Task directions: Before copying, set the pictures aside; then repeat every line below verbatim.
◇ ◇ ◇ ◇ ◇
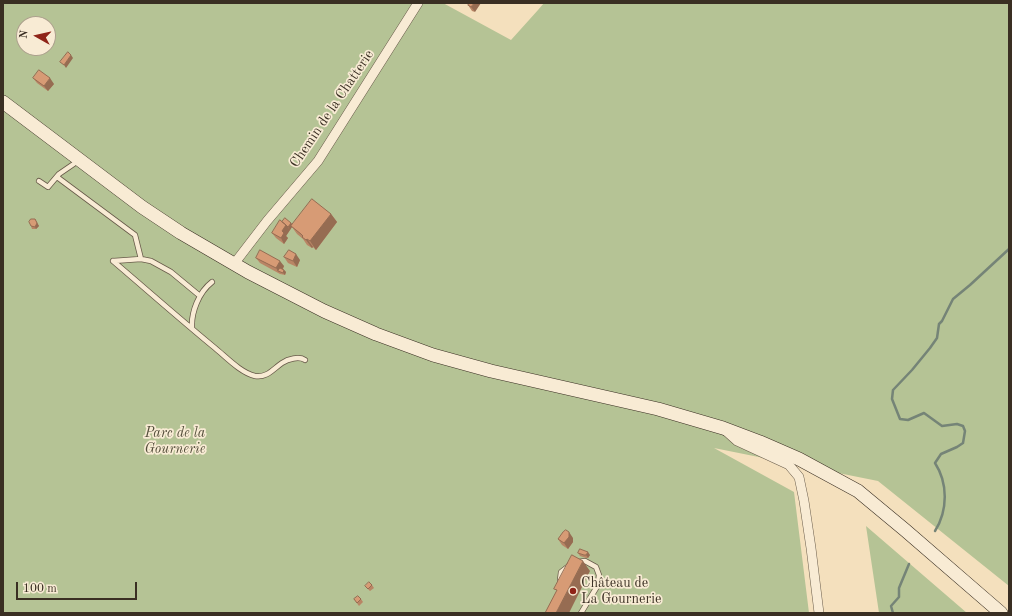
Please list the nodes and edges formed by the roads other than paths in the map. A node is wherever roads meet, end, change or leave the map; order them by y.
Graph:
1 (418, 3) edge
2 (3, 102) edge
3 (80, 160) junction
4 (56, 177) junction
5 (39, 181) dead end
6 (141, 259) junction
7 (234, 264) junction
8 (212, 282) dead end
9 (200, 296) junction
10 (192, 328) junction
11 (305, 360) dead end
12 (723, 428) junction
13 (560, 580) edge
14 (581, 613) edge
15 (819, 613) edge
16 (1001, 613) edge

1 - 7 street, Chemin de la Chatterie
2 - 3 main road
3 - 4 lane
3 - 7 main road
4 - 5 lane
4 - 6 lane
6 - 9 lane
6 - 10 lane
7 - 12 main road
8 - 9 lane
9 - 10 lane
10 - 11 lane
12 - 15 street
12 - 16 main road
13 - 14 lane

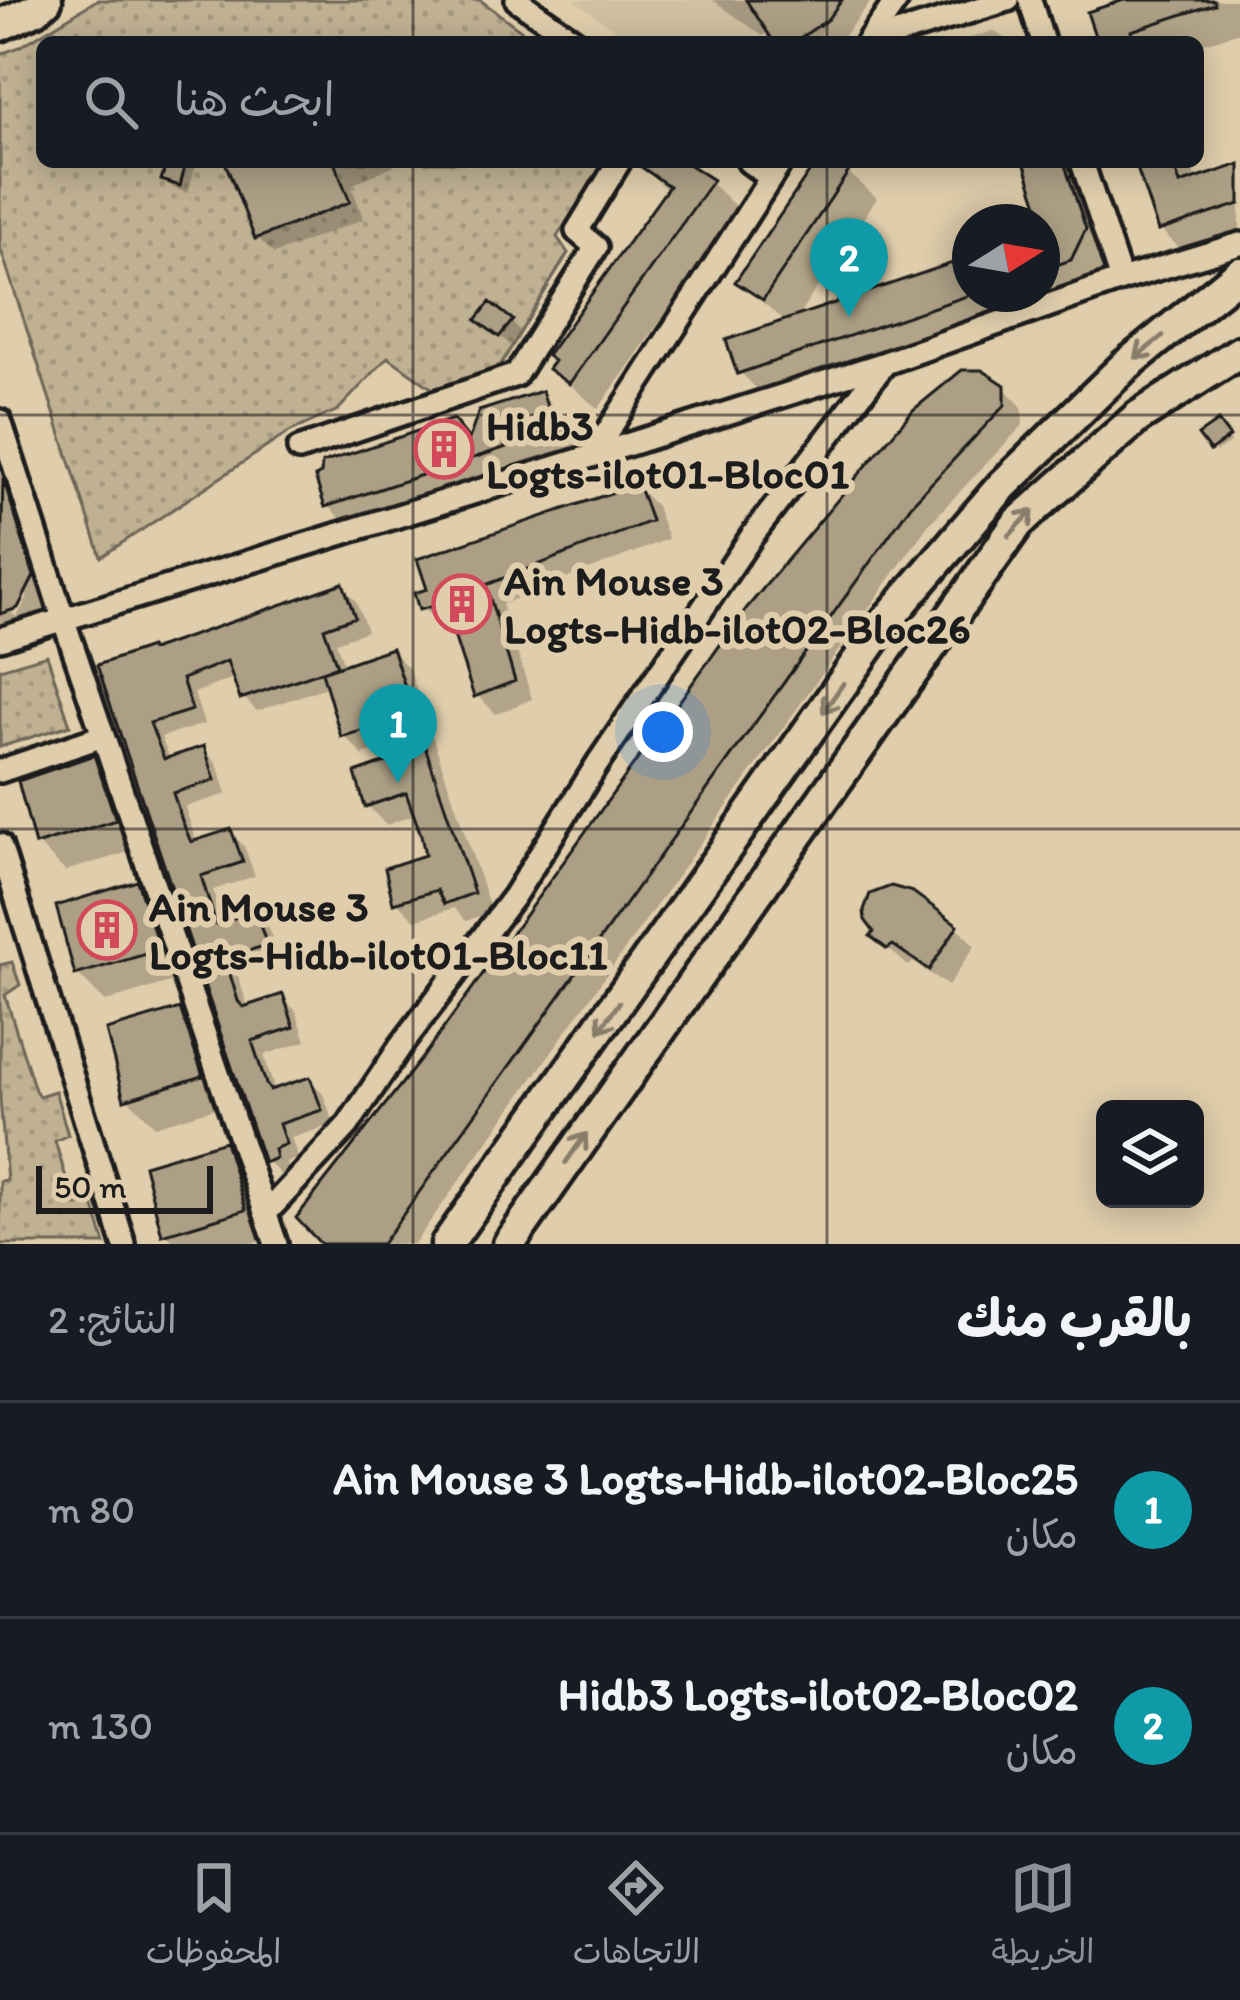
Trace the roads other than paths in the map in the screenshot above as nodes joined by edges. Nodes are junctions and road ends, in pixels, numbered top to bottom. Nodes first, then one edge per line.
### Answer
1 (46, 0) edge
2 (517, 0) edge
3 (897, 0) edge
4 (1008, 0) edge
5 (1030, 0) edge
6 (0, 25) edge
7 (568, 36) edge
8 (873, 36) edge
9 (889, 36) edge
10 (1041, 36) edge
11 (615, 168) edge
12 (1084, 168) edge
13 (775, 169) edge
14 (1240, 244) edge
15 (1240, 273) edge
16 (1121, 280) junction
17 (1240, 352) edge
18 (886, 363) junction
19 (2, 431) edge
20 (299, 449) dead end
21 (592, 456) junction
22 (62, 618) junction
23 (0, 639) edge
24 (103, 736) junction
25 (0, 770) edge
26 (0, 844) edge
27 (266, 1213) junction
28 (124, 1244) edge
29 (276, 1244) edge
30 (447, 1244) edge
31 (509, 1244) edge

1 - 6 street
2 - 7 street
3 - 8 street
4 - 9 street
5 - 10 street
11 - 20 street
12 - 16 street
13 - 21 street
14 - 16 street
15 -> 30 street
16 - 18 street
31 -> 17 street
18 - 21 street
18 - 27 street
19 - 22 street
21 - 22 street
22 - 23 street
22 - 24 street
24 - 25 street
24 - 27 street
26 - 28 street
27 - 29 street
◇ ◇ ◇ ◇ ◇
Result of this exercise:
Please list the nodes and edges formed by the roads other than paths in the map. A node is wherever roads meet, end, change or leave the map; order them by y.
Graph:
1 (418, 3) edge
2 (3, 102) edge
3 (80, 160) junction
4 (56, 177) junction
5 (39, 181) dead end
6 (141, 259) junction
7 (234, 264) junction
8 (212, 282) dead end
9 (200, 296) junction
10 (192, 328) junction
11 (305, 360) dead end
12 (723, 428) junction
13 (560, 580) edge
14 (581, 613) edge
15 (819, 613) edge
16 (1001, 613) edge

1 - 7 street, Chemin de la Chatterie
2 - 3 main road
3 - 4 lane
3 - 7 main road
4 - 5 lane
4 - 6 lane
6 - 9 lane
6 - 10 lane
7 - 12 main road
8 - 9 lane
9 - 10 lane
10 - 11 lane
12 - 15 street
12 - 16 main road
13 - 14 lane

Trace the roads other than paths in the map in the screenshot above as nodes joined by edges. Nodes are junctions and road ends, in pixels, numbered top to bottom. Nodes first, then one edge per line.
### Answer
1 (46, 0) edge
2 (517, 0) edge
3 (897, 0) edge
4 (1008, 0) edge
5 (1030, 0) edge
6 (0, 25) edge
7 (568, 36) edge
8 (873, 36) edge
9 (889, 36) edge
10 (1041, 36) edge
11 (615, 168) edge
12 (1084, 168) edge
13 (775, 169) edge
14 (1240, 244) edge
15 (1240, 273) edge
16 (1121, 280) junction
17 (1240, 352) edge
18 (886, 363) junction
19 (2, 431) edge
20 (299, 449) dead end
21 (592, 456) junction
22 (62, 618) junction
23 (0, 639) edge
24 (103, 736) junction
25 (0, 770) edge
26 (0, 844) edge
27 (266, 1213) junction
28 (124, 1244) edge
29 (276, 1244) edge
30 (447, 1244) edge
31 (509, 1244) edge

1 - 6 street
2 - 7 street
3 - 8 street
4 - 9 street
5 - 10 street
11 - 20 street
12 - 16 street
13 - 21 street
14 - 16 street
15 -> 30 street
16 - 18 street
31 -> 17 street
18 - 21 street
18 - 27 street
19 - 22 street
21 - 22 street
22 - 23 street
22 - 24 street
24 - 25 street
24 - 27 street
26 - 28 street
27 - 29 street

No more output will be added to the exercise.